=== Task to carry out ===
Print each entry as it appears. Images stay out of the copy.
[Opening Provided records section]
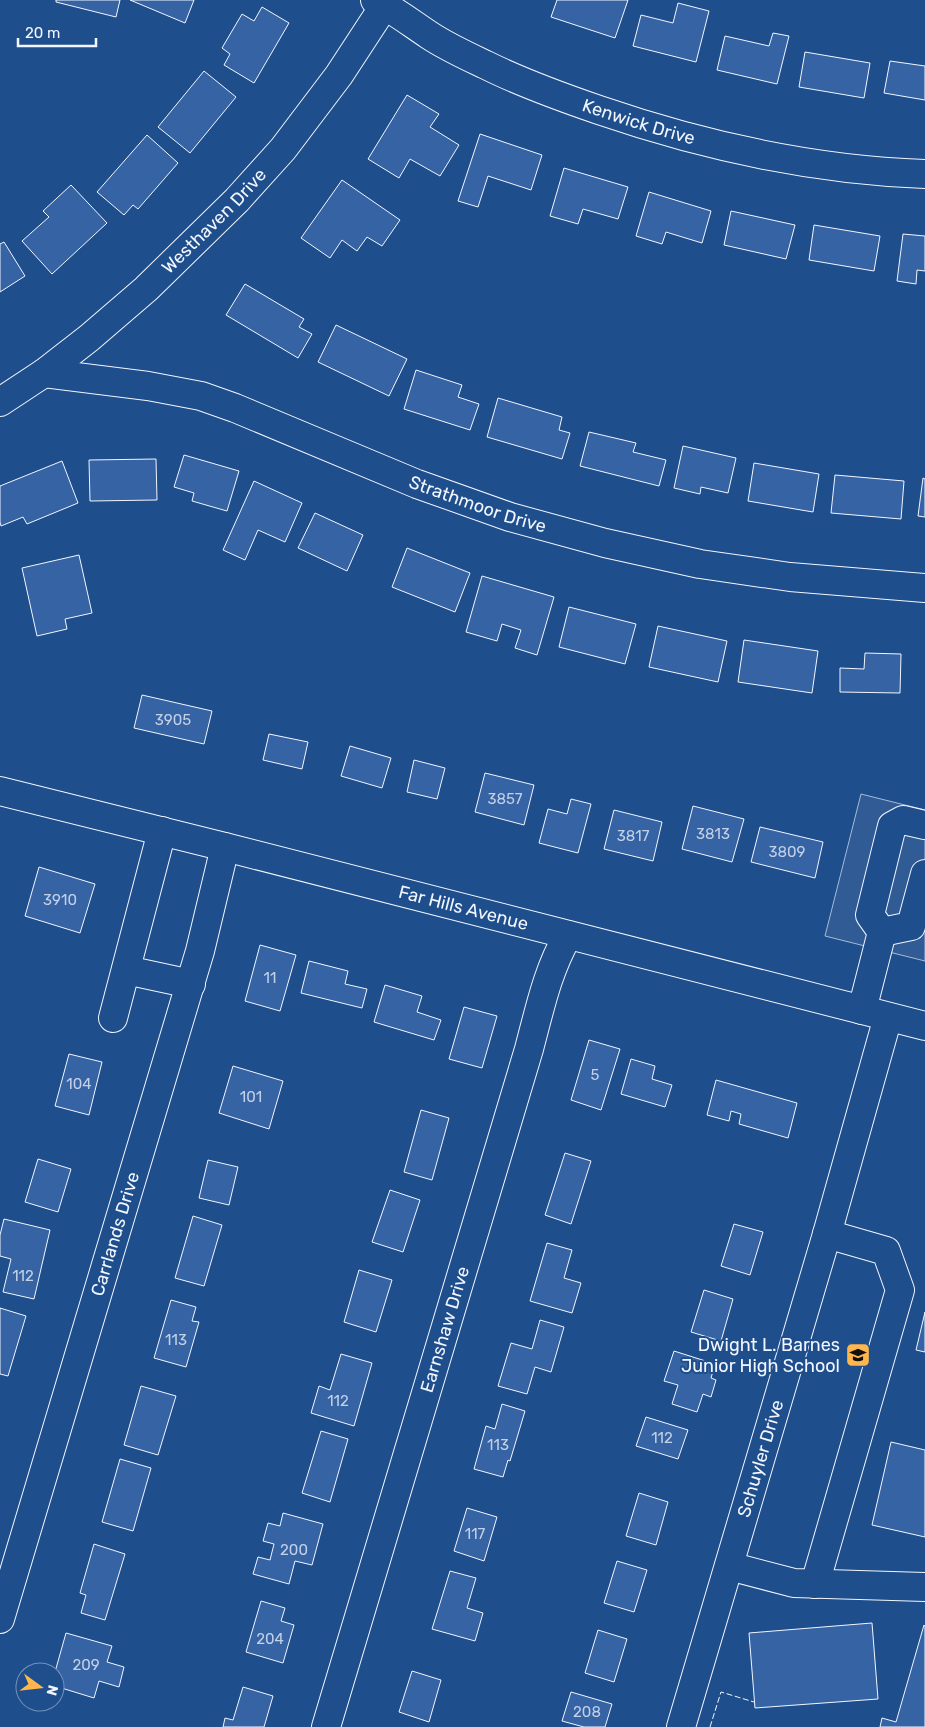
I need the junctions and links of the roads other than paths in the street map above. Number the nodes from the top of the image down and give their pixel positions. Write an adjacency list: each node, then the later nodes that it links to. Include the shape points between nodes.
1 (382, 2): 2 (street, Kenwick Drive, via 431,37 487,66 563,98 640,124 733,149 810,163); 3 (street, Westhaven Drive, via 338,74 288,141 237,200 146,289)
2 (925, 174)
3 (44, 373): 4 (street, Westhaven Drive); 5 (street, Strathmoor Drive, via 201,396 417,484 510,517 605,543 700,564 790,577)
4 (0, 402)
5 (925, 588)
6 (0, 791): 8 (street, Far Hills Avenue)
7 (925, 825): 11 (street, via 903,820 892,826 870,915)
8 (162, 832): 9 (street, Far Hills Avenue); 13 (street)
9 (225, 847): 12 (street, Far Hills Avenue); 14 (street, Carrlands Drive)
10 (925, 874): 11 (street, via 911,926)
11 (882, 932): 15 (street)
12 (568, 935): 15 (street, Far Hills Avenue); 24 (street, Earnshaw Drive, via 548,978)
13 (126, 970): 14 (street); 17 (street)
14 (191, 984): 23 (street, Carrlands Drive)
15 (862, 1010): 16 (street, Far Hills Avenue)
16 (888, 1017): 18 (street, Far Hills Avenue); 19 (street, Schuyler Drive)
17 (114, 1018)
18 (925, 1026)
19 (826, 1234): 20 (street, Schuyler Drive); 21 (street, via 886,1251 900,1290)
20 (729, 1566): 21 (street, via 794,1583); 25 (street, Schuyler Drive)
21 (815, 1584): 22 (street)
22 (925, 1587)
23 (0, 1619)
24 (326, 1727)
25 (681, 1727)

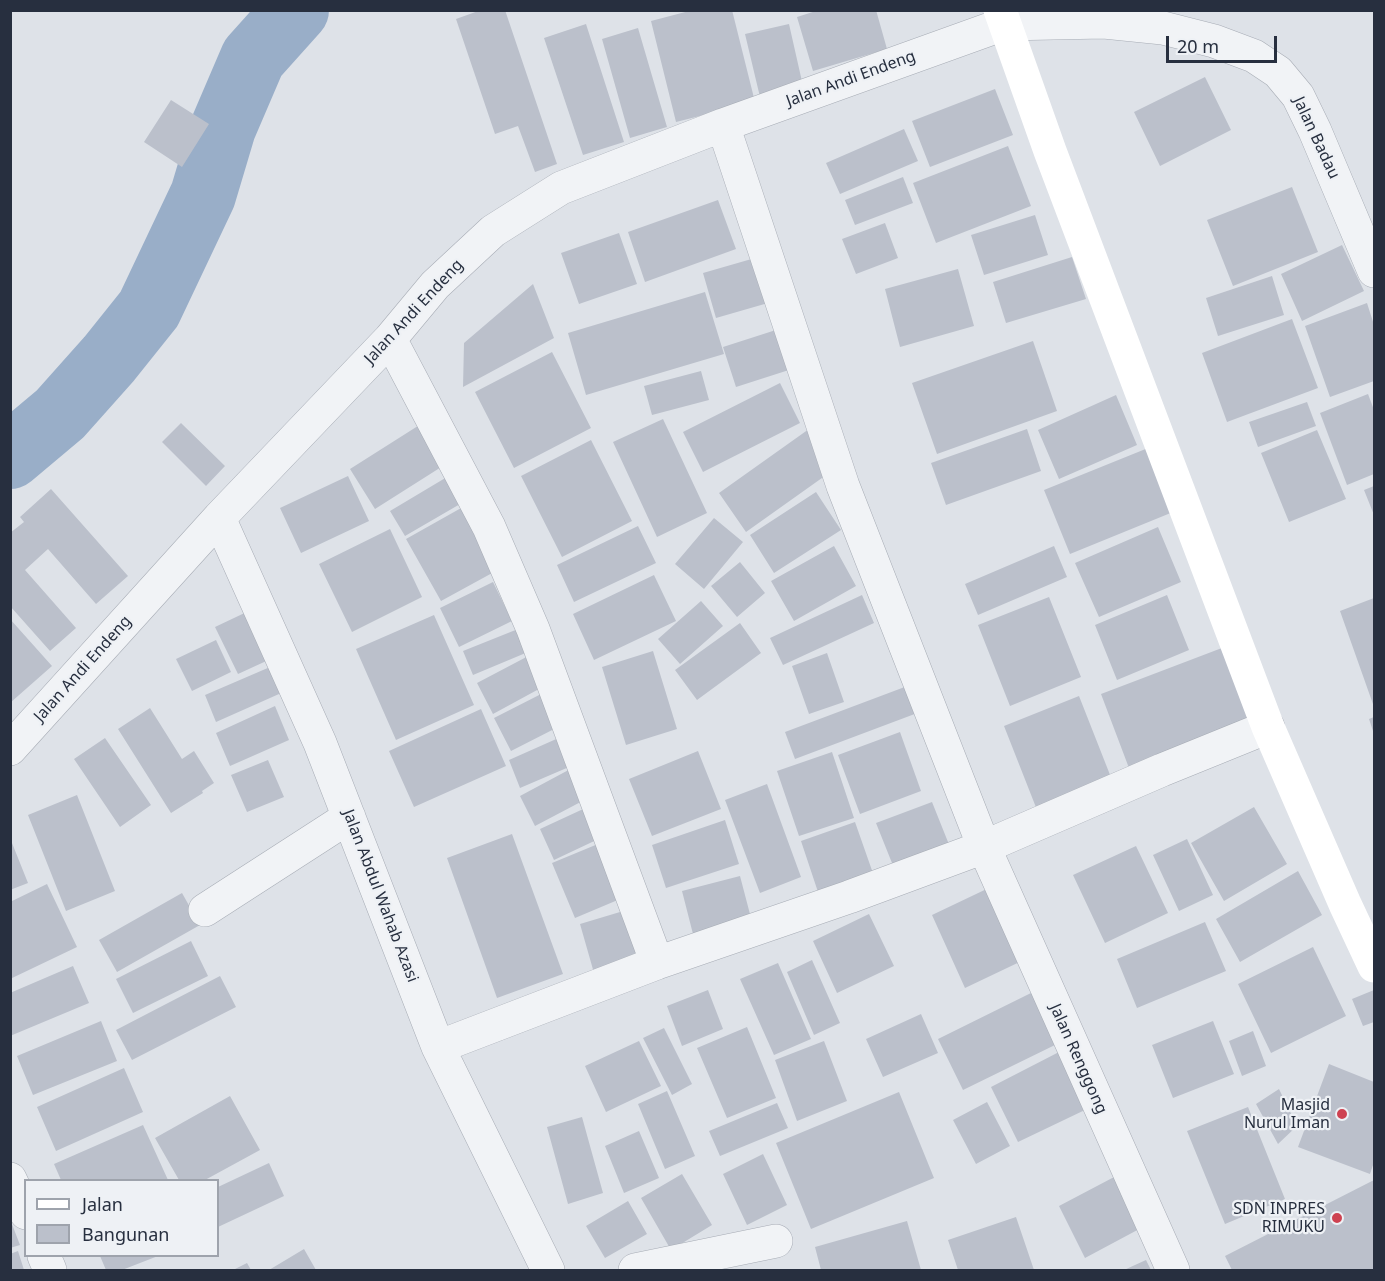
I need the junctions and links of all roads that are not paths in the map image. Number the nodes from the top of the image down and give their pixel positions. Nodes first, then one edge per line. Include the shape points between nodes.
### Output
1 (1002, 17) edge
2 (723, 125) junction
3 (1374, 271) edge
4 (390, 339) junction
5 (219, 518) junction
6 (1268, 727) junction
7 (10, 749) edge
8 (349, 817) junction
9 (984, 847) junction
10 (205, 910) dead end
11 (657, 963) junction
12 (1374, 966) edge
13 (438, 1047) junction
14 (10, 1179) edge
15 (24, 1209) edge
16 (776, 1241) dead end
17 (548, 1270) edge
18 (635, 1270) edge
19 (1173, 1270) edge

1 - 2 street, Jalan Andi Endeng
1 - 3 street, Jalan Badau via 1163,28 1215,41 1254,56 1278,72 1298,96 1315,131
1 - 6 main road
2 - 4 street, Jalan Andi Endeng via 561,188 494,231 435,285
2 - 9 street, Jalan Renggong via 843,486
4 - 5 street, Jalan Andi Endeng
4 - 11 street via 489,527 516,588
5 - 7 street, Jalan Andi Endeng
5 - 8 street, Jalan Abdul Wahab Azasi
6 - 9 street
6 - 12 main road
8 - 10 street
8 - 13 street, Jalan Abdul Wahab Azasi
9 - 11 street
9 - 19 street, Jalan Renggong
11 - 13 street
13 - 17 street, Jalan Abdul Wahab Azasi
14 - 15 street
16 - 18 street

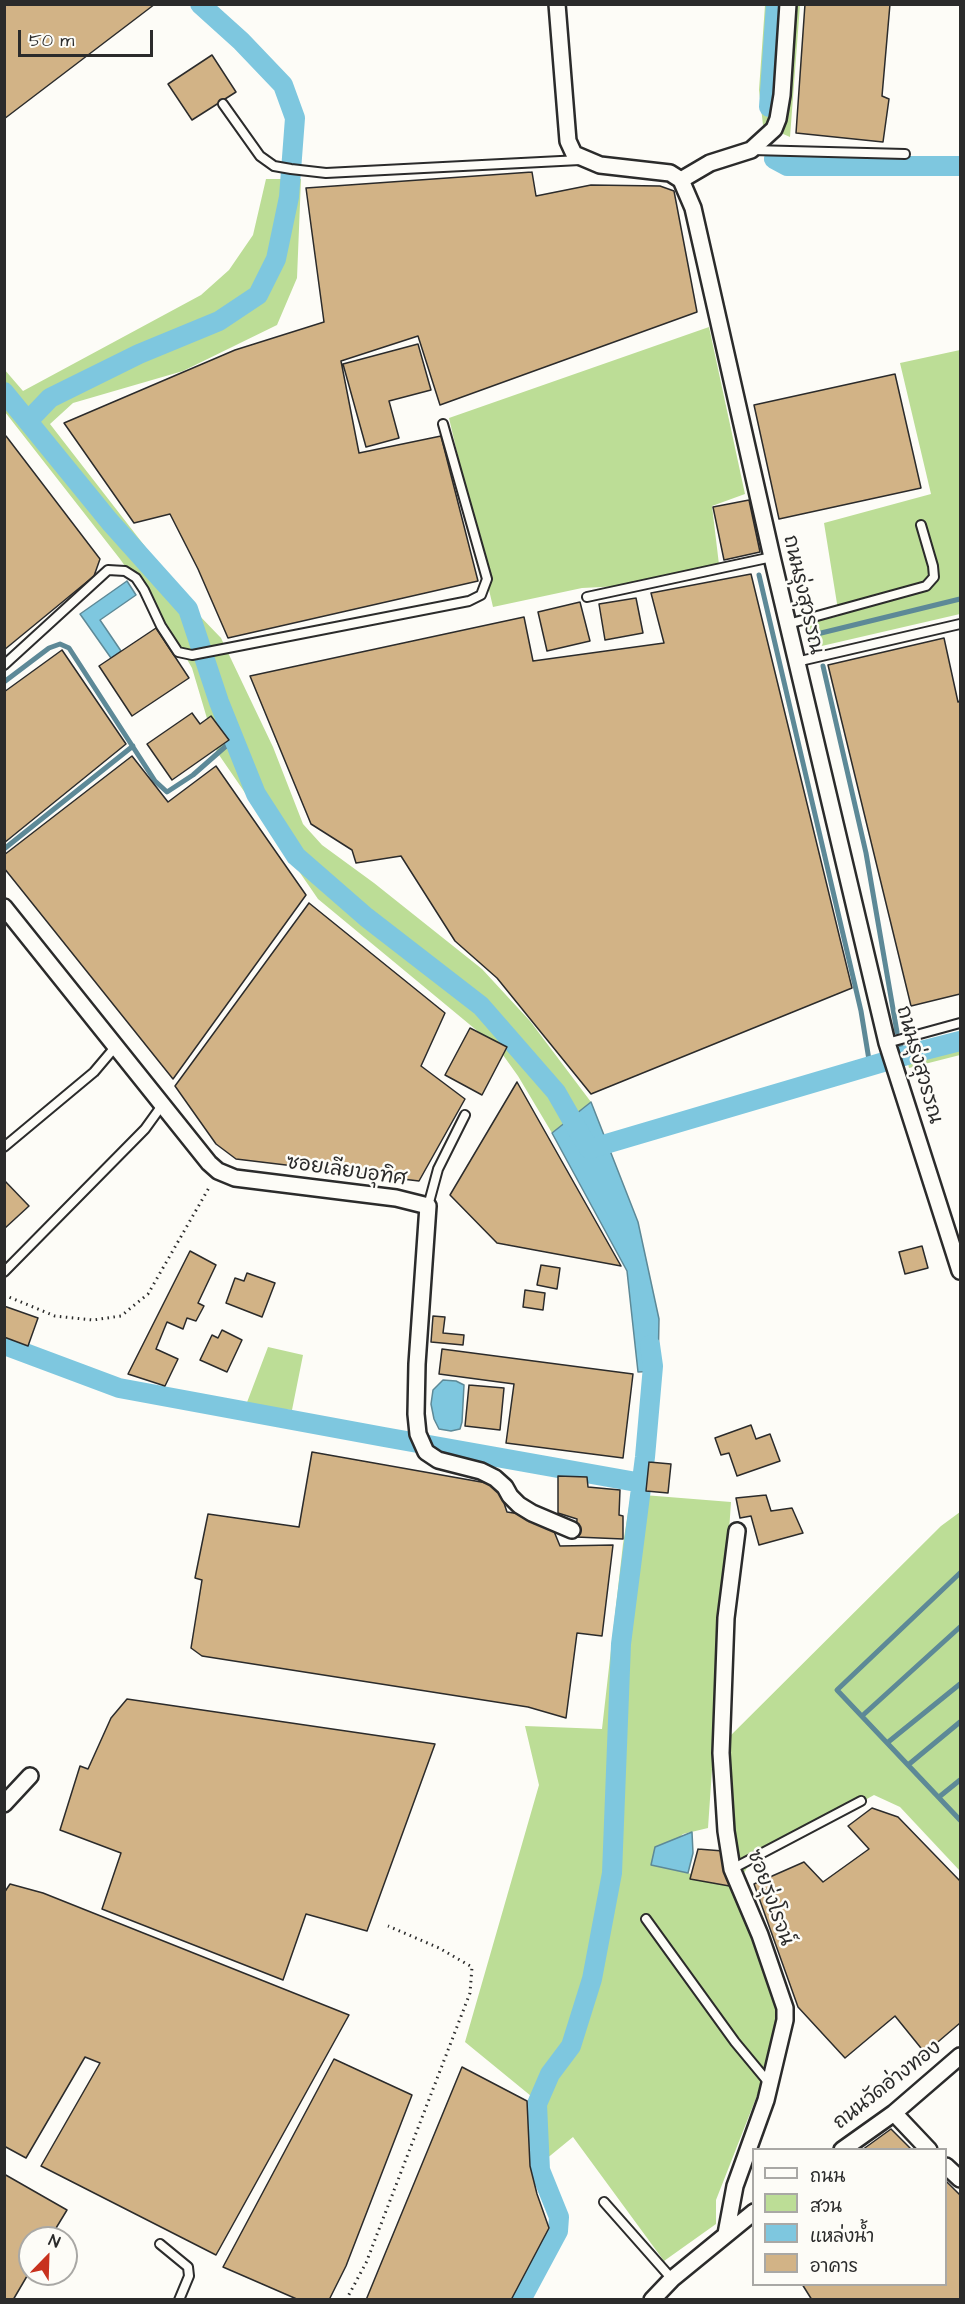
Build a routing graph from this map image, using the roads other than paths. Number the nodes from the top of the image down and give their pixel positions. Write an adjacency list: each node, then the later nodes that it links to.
1 (557, 4): 6 (street)
2 (788, 4): 4 (street)
3 (223, 104): 6 (lane)
4 (751, 150): 5 (lane); 7 (street)
5 (905, 154)
6 (586, 160): 7 (street)
7 (681, 180): 10 (street, ถนนรุ่งสุวรรณ)
8 (442, 424): 15 (lane)
9 (921, 525): 12 (lane)
10 (772, 557): 11 (lane); 12 (street, ถนนรุ่งสุวรรณ)
11 (587, 597)
12 (788, 624): 14 (street, ถนนรุ่งสุวรรณ)
13 (960, 624): 14 (lane)
14 (796, 662): 18 (street, ถนนรุ่งสุวรรณ)
15 (4, 665)
16 (4, 907): 19 (street)
17 (960, 1023): 18 (lane)
18 (887, 1044): 24 (street, ถนนรุ่งสุวรรณ)
19 (116, 1046): 20 (street); 22 (lane)
20 (163, 1104): 23 (street, ซอยเลียบอุทิศ); 25 (lane)
21 (465, 1115): 23 (lane)
22 (4, 1148)
23 (428, 1206): 26 (street, ซอยเลียบอุทิศ)
24 (960, 1271)
25 (4, 1272)
26 (572, 1530)
27 (737, 1531): 31 (street, ซอยรุ่งโรจน์)
28 (30, 1776): 30 (street)
29 (861, 1801): 31 (lane)
30 (4, 1804)
31 (732, 1869): 34 (street, ซอยรุ่งโรจน์)
32 (646, 1918): 34 (lane)
33 (960, 2056): 35 (street, ถนนวัดอ่างทอง)
34 (770, 2084): 42 (street, ซอยรุ่งโรจน์)
35 (894, 2113): 36 (street, ถนนวัดอ่างทอง); 37 (street)
36 (845, 2148)
37 (927, 2148)
38 (947, 2168): 39 (street)
39 (960, 2179)
40 (604, 2202): 44 (lane)
41 (752, 2213): 42 (street)
42 (726, 2234): 44 (street)
43 (160, 2244): 45 (lane)
44 (672, 2279): 46 (street)
45 (179, 2300)
46 (652, 2300)

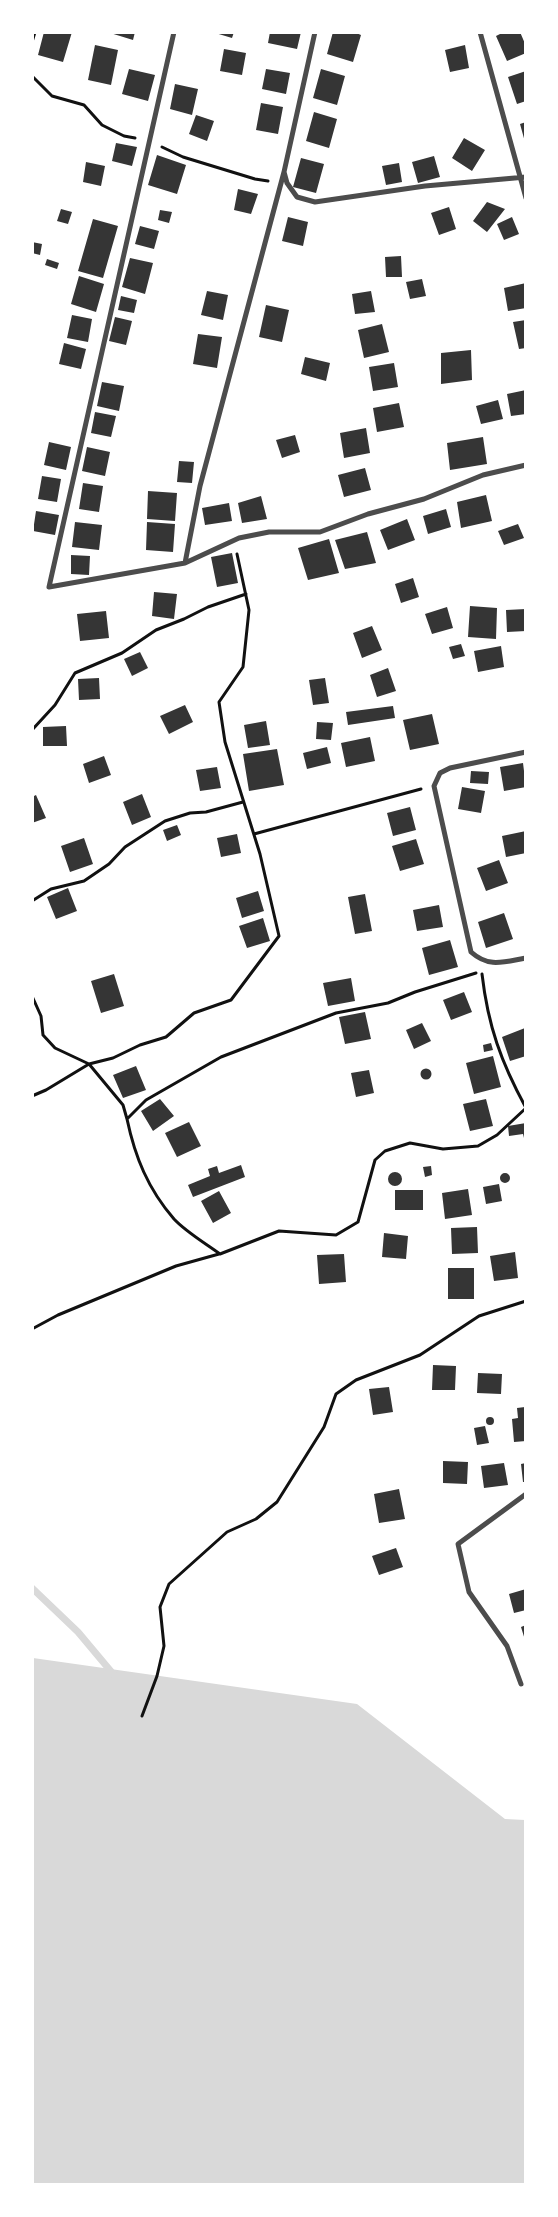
[Closing Provided records section]
=== Result ===
I need the junctions and links of the roads other than paths in the street map above. Number the nodes from the top of the image down and give their pixel positions. Write an adjacency list: each node, then the later nodes that it links to. Include the shape points between nodes.
1 (382, 2): 2 (street, Kenwick Drive, via 431,37 487,66 563,98 640,124 733,149 810,163); 3 (street, Westhaven Drive, via 338,74 288,141 237,200 146,289)
2 (925, 174)
3 (44, 373): 4 (street, Westhaven Drive); 5 (street, Strathmoor Drive, via 201,396 417,484 510,517 605,543 700,564 790,577)
4 (0, 402)
5 (925, 588)
6 (0, 791): 8 (street, Far Hills Avenue)
7 (925, 825): 11 (street, via 903,820 892,826 870,915)
8 (162, 832): 9 (street, Far Hills Avenue); 13 (street)
9 (225, 847): 12 (street, Far Hills Avenue); 14 (street, Carrlands Drive)
10 (925, 874): 11 (street, via 911,926)
11 (882, 932): 15 (street)
12 (568, 935): 15 (street, Far Hills Avenue); 24 (street, Earnshaw Drive, via 548,978)
13 (126, 970): 14 (street); 17 (street)
14 (191, 984): 23 (street, Carrlands Drive)
15 (862, 1010): 16 (street, Far Hills Avenue)
16 (888, 1017): 18 (street, Far Hills Avenue); 19 (street, Schuyler Drive)
17 (114, 1018)
18 (925, 1026)
19 (826, 1234): 20 (street, Schuyler Drive); 21 (street, via 886,1251 900,1290)
20 (729, 1566): 21 (street, via 794,1583); 25 (street, Schuyler Drive)
21 (815, 1584): 22 (street)
22 (925, 1587)
23 (0, 1619)
24 (326, 1727)
25 (681, 1727)

I need the junctions and links of all roads that are not paths in the map image. Number the nodes from the top of the image down and give their pixel positions. Nodes first, then one edge per line. Include the shape points between nodes.
### Output
1 (1002, 17) edge
2 (723, 125) junction
3 (1374, 271) edge
4 (390, 339) junction
5 (219, 518) junction
6 (1268, 727) junction
7 (10, 749) edge
8 (349, 817) junction
9 (984, 847) junction
10 (205, 910) dead end
11 (657, 963) junction
12 (1374, 966) edge
13 (438, 1047) junction
14 (10, 1179) edge
15 (24, 1209) edge
16 (776, 1241) dead end
17 (548, 1270) edge
18 (635, 1270) edge
19 (1173, 1270) edge

1 - 2 street, Jalan Andi Endeng
1 - 3 street, Jalan Badau via 1163,28 1215,41 1254,56 1278,72 1298,96 1315,131
1 - 6 main road
2 - 4 street, Jalan Andi Endeng via 561,188 494,231 435,285
2 - 9 street, Jalan Renggong via 843,486
4 - 5 street, Jalan Andi Endeng
4 - 11 street via 489,527 516,588
5 - 7 street, Jalan Andi Endeng
5 - 8 street, Jalan Abdul Wahab Azasi
6 - 9 street
6 - 12 main road
8 - 10 street
8 - 13 street, Jalan Abdul Wahab Azasi
9 - 11 street
9 - 19 street, Jalan Renggong
11 - 13 street
13 - 17 street, Jalan Abdul Wahab Azasi
14 - 15 street
16 - 18 street

Build a routing graph from this map image, using the roads other than paths. Number the nodes from the top of the image down and give their pixel positions. Write an adjacency list: each node, then the later nodes that it links to.
1 (557, 4): 6 (street)
2 (788, 4): 4 (street)
3 (223, 104): 6 (lane)
4 (751, 150): 5 (lane); 7 (street)
5 (905, 154)
6 (586, 160): 7 (street)
7 (681, 180): 10 (street, ถนนรุ่งสุวรรณ)
8 (442, 424): 15 (lane)
9 (921, 525): 12 (lane)
10 (772, 557): 11 (lane); 12 (street, ถนนรุ่งสุวรรณ)
11 (587, 597)
12 (788, 624): 14 (street, ถนนรุ่งสุวรรณ)
13 (960, 624): 14 (lane)
14 (796, 662): 18 (street, ถนนรุ่งสุวรรณ)
15 (4, 665)
16 (4, 907): 19 (street)
17 (960, 1023): 18 (lane)
18 (887, 1044): 24 (street, ถนนรุ่งสุวรรณ)
19 (116, 1046): 20 (street); 22 (lane)
20 (163, 1104): 23 (street, ซอยเลียบอุทิศ); 25 (lane)
21 (465, 1115): 23 (lane)
22 (4, 1148)
23 (428, 1206): 26 (street, ซอยเลียบอุทิศ)
24 (960, 1271)
25 (4, 1272)
26 (572, 1530)
27 (737, 1531): 31 (street, ซอยรุ่งโรจน์)
28 (30, 1776): 30 (street)
29 (861, 1801): 31 (lane)
30 (4, 1804)
31 (732, 1869): 34 (street, ซอยรุ่งโรจน์)
32 (646, 1918): 34 (lane)
33 (960, 2056): 35 (street, ถนนวัดอ่างทอง)
34 (770, 2084): 42 (street, ซอยรุ่งโรจน์)
35 (894, 2113): 36 (street, ถนนวัดอ่างทอง); 37 (street)
36 (845, 2148)
37 (927, 2148)
38 (947, 2168): 39 (street)
39 (960, 2179)
40 (604, 2202): 44 (lane)
41 (752, 2213): 42 (street)
42 (726, 2234): 44 (street)
43 (160, 2244): 45 (lane)
44 (672, 2279): 46 (street)
45 (179, 2300)
46 (652, 2300)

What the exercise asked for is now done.